** Work item **
Going through the entries, how many lines include the string "comentarios"? Answer only with the number.

** Stored data **

:::

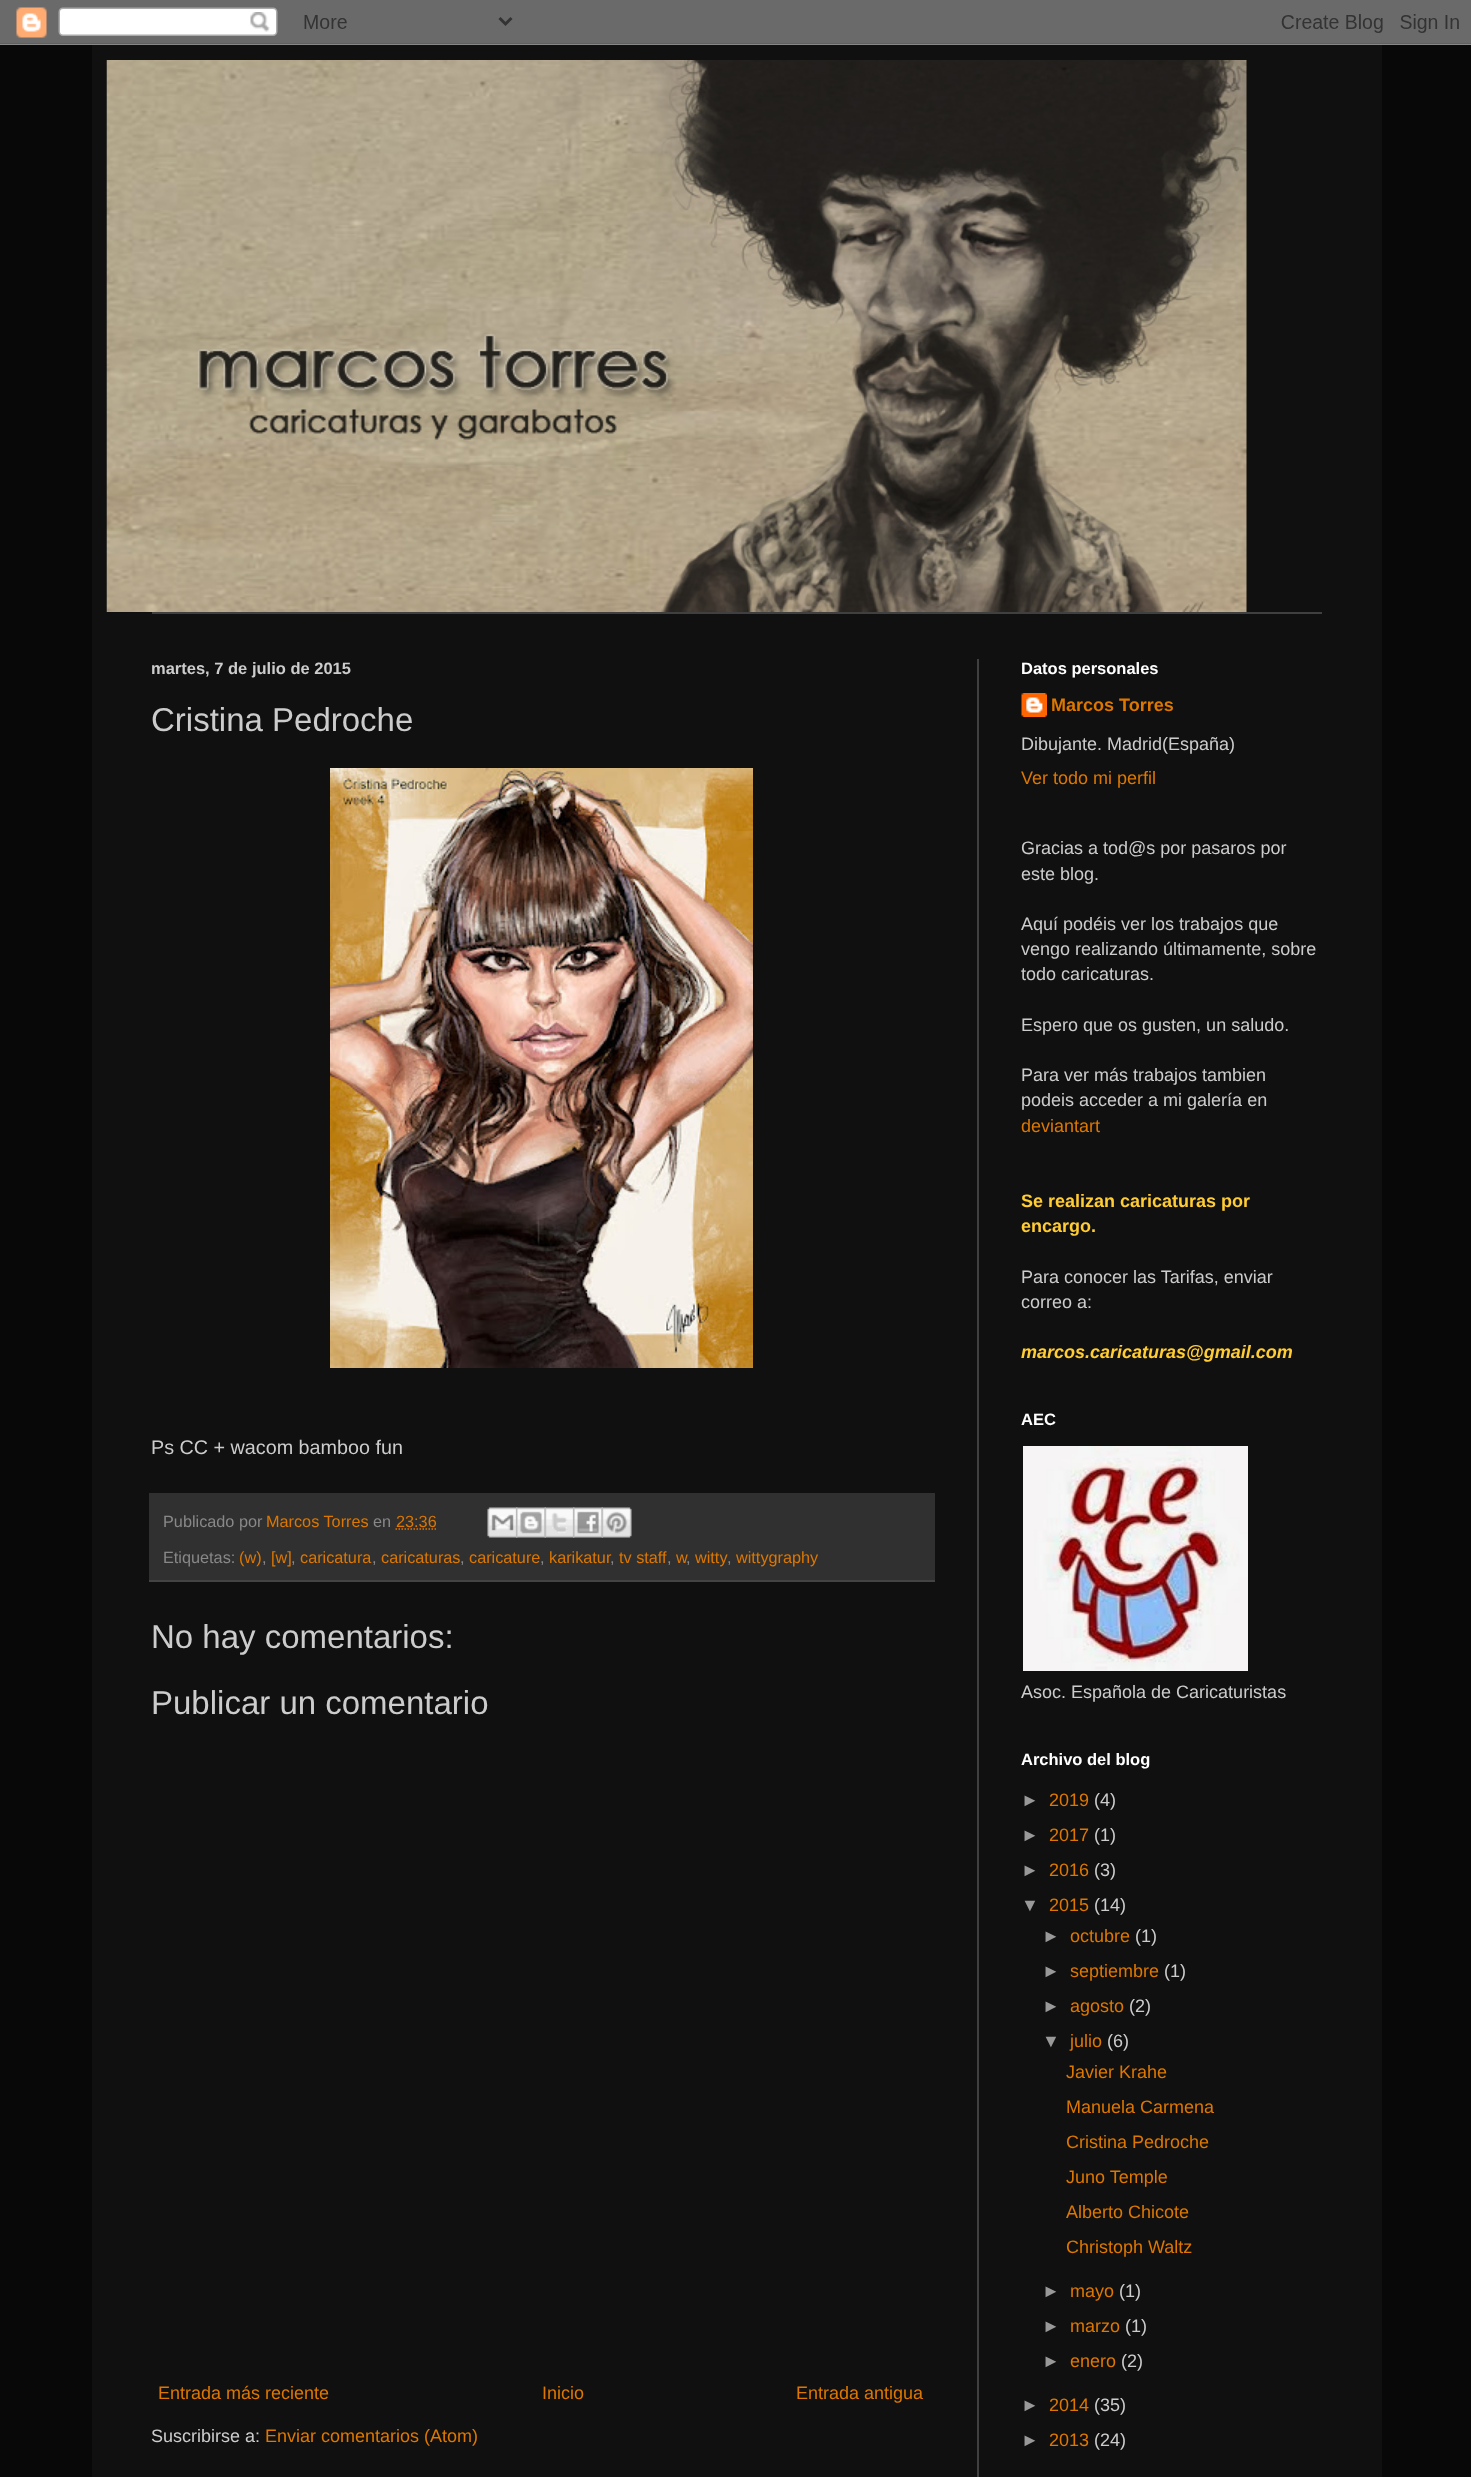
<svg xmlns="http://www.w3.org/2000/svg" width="1471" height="2477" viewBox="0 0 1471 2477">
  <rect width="100%" height="100%" fill="#080808"/>
  <image x="0" y="0" width="1471" height="45" href="img/1.png"/>
  <path d="M92 45h1290v2432H92z" fill="#111010"/>
  <image x="106" y="60" width="1141" height="552" href="img/2.png"/>
  <path d="M152 612h1170v2H152z" fill="#404040"/>
  <path d="M977 659h2v1818H977z" fill="#404040"/>
  <image x="330" y="768" width="423" height="600" href="img/3.png"/>
  <path d="M149 1493h786v87H149z" fill="#303030"/>
  <path d="M149 1580h786v2H149z" fill="#444"/>
  <path d="M395.5 1529H436" fill="none" stroke="#d70" stroke-width="1.5" stroke-dasharray="1.5 1.5"/>
  <image x="487" y="1507" width="31" height="31" href="img/4.png"/>
  <image x="516" y="1507" width="30" height="31" href="img/5.png"/>
  <image x="544" y="1507" width="31" height="31" href="img/6.png"/>
  <image x="573" y="1507" width="30" height="31" href="img/7.png"/>
  <image x="601" y="1507" width="31" height="31" href="img/8.png"/>
  <image x="1021" y="693" width="26" height="24" href="img/9.png"/>
  <image x="1023" y="1446" width="225" height="225" href="img/10.png"/>
  <text x="151" y="674" font-family="Liberation Sans" font-size="16.5" font-weight="bold" fill="#ccc">martes, 7 de julio de 2015</text>
  <text x="151" y="731" font-family="Liberation Sans" font-size="33" fill="#ccc">Cristina Pedroche</text>
  <text x="151" y="1454" font-family="Liberation Sans" font-size="19.75" fill="#ccc">Ps CC + wacom bamboo fun</text>
  <text x="163" y="1527" font-family="Liberation Sans" font-size="16.25" fill="#888">Publicado por</text>
  <text x="266" y="1527" font-family="Liberation Sans" font-size="16.25" fill="#d70">Marcos Torres</text>
  <text x="373" y="1527" font-family="Liberation Sans" font-size="16.25" fill="#888">en</text>
  <text x="396" y="1527" font-family="Liberation Sans" font-size="16.25" fill="#d70">23:36</text>
  <text x="163" y="1563" font-family="Liberation Sans" font-size="16.25" fill="#888">Etiquetas:</text>
  <g font-family="Liberation Sans" font-size="16.25" fill="#d70">
    <text x="239" y="1563">(w)</text>
    <text x="271" y="1563">[w]</text>
    <text x="300" y="1563">caricatura</text>
    <text x="381" y="1563">caricaturas</text>
    <text x="469" y="1563">caricature</text>
    <text x="549" y="1563">karikatur</text>
    <text x="619" y="1563">tv staff</text>
    <text x="676" y="1563">w</text>
    <text x="695" y="1563">witty</text>
    <text x="736" y="1563">wittygraphy</text>
  </g>
  <g font-family="Liberation Sans" font-size="16.25" fill="#888">
    <text x="262" y="1563">,</text>
    <text x="291" y="1563">,</text>
    <text x="372" y="1563">,</text>
    <text x="460" y="1563">,</text>
    <text x="540" y="1563">,</text>
    <text x="610" y="1563">,</text>
    <text x="667" y="1563">,</text>
    <text x="686" y="1563">,</text>
    <text x="727" y="1563">,</text>
  </g>
  <g font-family="Liberation Sans" font-size="33" fill="#ccc">
    <text x="151" y="1648">No hay comentarios:</text>
    <text x="151" y="1714">Publicar un comentario</text>
  </g>
  <g font-family="Liberation Sans" font-size="18" fill="#d70">
    <text x="158" y="2399">Entrada más reciente</text>
    <text x="542" y="2399">Inicio</text>
    <text x="796" y="2399">Entrada antigua</text>
  </g>
  <text x="151" y="2442" font-family="Liberation Sans" font-size="18" fill="#ccc">Suscribirse a:</text>
  <text x="265" y="2442" font-family="Liberation Sans" font-size="18" fill="#d70">Enviar comentarios (Atom)</text>
  <text x="1021" y="674" font-family="Liberation Sans" font-size="16.5" font-weight="bold" fill="#fff">Datos personales</text>
  <text x="1051" y="711" font-family="Liberation Sans" font-size="18" font-weight="bold" fill="#d70">Marcos Torres</text>
  <text x="1021" y="750" font-family="Liberation Sans" font-size="18" fill="#ccc">Dibujante. Madrid(España)</text>
  <text x="1021" y="784" font-family="Liberation Sans" font-size="18" fill="#d70">Ver todo mi perfil</text>
  <g font-family="Liberation Sans" font-size="18" fill="#ccc">
    <text x="1021" y="854">Gracias a tod@s por pasaros por</text>
    <text x="1021" y="880">este blog.</text>
    <text x="1021" y="930">Aquí podéis ver los trabajos que</text>
    <text x="1021" y="955">vengo realizando últimamente, sobre</text>
    <text x="1021" y="980">todo caricaturas.</text>
    <text x="1021" y="1031">Espero que os gusten, un saludo.</text>
    <text x="1021" y="1081">Para ver más trabajos tambien</text>
    <text x="1021" y="1106">podeis acceder a mi galería en</text>
  </g>
  <text x="1021" y="1132" font-family="Liberation Sans" font-size="18" fill="#d70">deviantart</text>
  <g font-family="Liberation Sans" font-size="18" font-weight="bold" fill="#fc3">
    <text x="1021" y="1207">Se realizan caricaturas por</text>
    <text x="1021" y="1232">encargo.</text>
  </g>
  <g font-family="Liberation Sans" font-size="18" fill="#ccc">
    <text x="1021" y="1283">Para conocer las Tarifas, enviar</text>
    <text x="1021" y="1308">correo a:</text>
  </g>
  <text x="1021" y="1358" font-family="Liberation Sans" font-size="18" font-weight="bold" font-style="italic" fill="#fc3">marcos.caricaturas@gmail.com</text>
  <text x="1021" y="1425" font-family="Liberation Sans" font-size="16.5" font-weight="bold" fill="#fff">AEC</text>
  <text x="1021" y="1698" font-family="Liberation Sans" font-size="18" fill="#ccc">Asoc. Española de Caricaturistas</text>
  <text x="1021" y="1765" font-family="Liberation Sans" font-size="16.5" font-weight="bold" fill="#fff">Archivo del blog</text>
  <text x="1021" y="1806" font-family="Liberation Sans" font-size="18" fill="#999">►</text>
  <text x="1049" y="1806" font-family="Liberation Sans" font-size="18" fill="#d70">2019</text>
  <text x="1094" y="1806" font-family="Liberation Sans" font-size="18" fill="#ccc">(4)</text>
  <text x="1021" y="1841" font-family="Liberation Sans" font-size="18" fill="#999">►</text>
  <text x="1049" y="1841" font-family="Liberation Sans" font-size="18" fill="#d70">2017</text>
  <text x="1094" y="1841" font-family="Liberation Sans" font-size="18" fill="#ccc">(1)</text>
  <text x="1021" y="1876" font-family="Liberation Sans" font-size="18" fill="#999">►</text>
  <text x="1049" y="1876" font-family="Liberation Sans" font-size="18" fill="#d70">2016</text>
  <text x="1094" y="1876" font-family="Liberation Sans" font-size="18" fill="#ccc">(3)</text>
  <text x="1021" y="1911" font-family="Liberation Sans" font-size="18" fill="#999">▼</text>
  <text x="1049" y="1911" font-family="Liberation Sans" font-size="18" fill="#d70">2015</text>
  <text x="1094" y="1911" font-family="Liberation Sans" font-size="18" fill="#ccc">(14)</text>
  <text x="1042" y="1942" font-family="Liberation Sans" font-size="18" fill="#999">►</text>
  <text x="1070" y="1942" font-family="Liberation Sans" font-size="18" fill="#d70">octubre</text>
  <text x="1135" y="1942" font-family="Liberation Sans" font-size="18" fill="#ccc">(1)</text>
  <text x="1042" y="1977" font-family="Liberation Sans" font-size="18" fill="#999">►</text>
  <text x="1070" y="1977" font-family="Liberation Sans" font-size="18" fill="#d70">septiembre</text>
  <text x="1164" y="1977" font-family="Liberation Sans" font-size="18" fill="#ccc">(1)</text>
  <text x="1042" y="2012" font-family="Liberation Sans" font-size="18" fill="#999">►</text>
  <text x="1070" y="2012" font-family="Liberation Sans" font-size="18" fill="#d70">agosto</text>
  <text x="1129" y="2012" font-family="Liberation Sans" font-size="18" fill="#ccc">(2)</text>
  <text x="1042" y="2047" font-family="Liberation Sans" font-size="18" fill="#999">▼</text>
  <text x="1070" y="2047" font-family="Liberation Sans" font-size="18" fill="#d70">julio</text>
  <text x="1107" y="2047" font-family="Liberation Sans" font-size="18" fill="#ccc">(6)</text>
  <g font-family="Liberation Sans" font-size="18" fill="#d70">
    <text x="1066" y="2078">Javier Krahe</text>
    <text x="1066" y="2113">Manuela Carmena</text>
    <text x="1066" y="2148">Cristina Pedroche</text>
    <text x="1066" y="2183">Juno Temple</text>
    <text x="1066" y="2218">Alberto Chicote</text>
    <text x="1066" y="2253">Christoph Waltz</text>
  </g>
  <text x="1042" y="2297" font-family="Liberation Sans" font-size="18" fill="#999">►</text>
  <text x="1070" y="2297" font-family="Liberation Sans" font-size="18" fill="#d70">mayo</text>
  <text x="1119" y="2297" font-family="Liberation Sans" font-size="18" fill="#ccc">(1)</text>
  <text x="1042" y="2332" font-family="Liberation Sans" font-size="18" fill="#999">►</text>
  <text x="1070" y="2332" font-family="Liberation Sans" font-size="18" fill="#d70">marzo</text>
  <text x="1125" y="2332" font-family="Liberation Sans" font-size="18" fill="#ccc">(1)</text>
  <text x="1042" y="2367" font-family="Liberation Sans" font-size="18" fill="#999">►</text>
  <text x="1070" y="2367" font-family="Liberation Sans" font-size="18" fill="#d70">enero</text>
  <text x="1121" y="2367" font-family="Liberation Sans" font-size="18" fill="#ccc">(2)</text>
  <text x="1021" y="2411" font-family="Liberation Sans" font-size="18" fill="#999">►</text>
  <text x="1049" y="2411" font-family="Liberation Sans" font-size="18" fill="#d70">2014</text>
  <text x="1094" y="2411" font-family="Liberation Sans" font-size="18" fill="#ccc">(35)</text>
  <text x="1021" y="2446" font-family="Liberation Sans" font-size="18" fill="#999">►</text>
  <text x="1049" y="2446" font-family="Liberation Sans" font-size="18" fill="#d70">2013</text>
  <text x="1094" y="2446" font-family="Liberation Sans" font-size="18" fill="#ccc">(24)</text>
</svg>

:::

** Exercise result **
2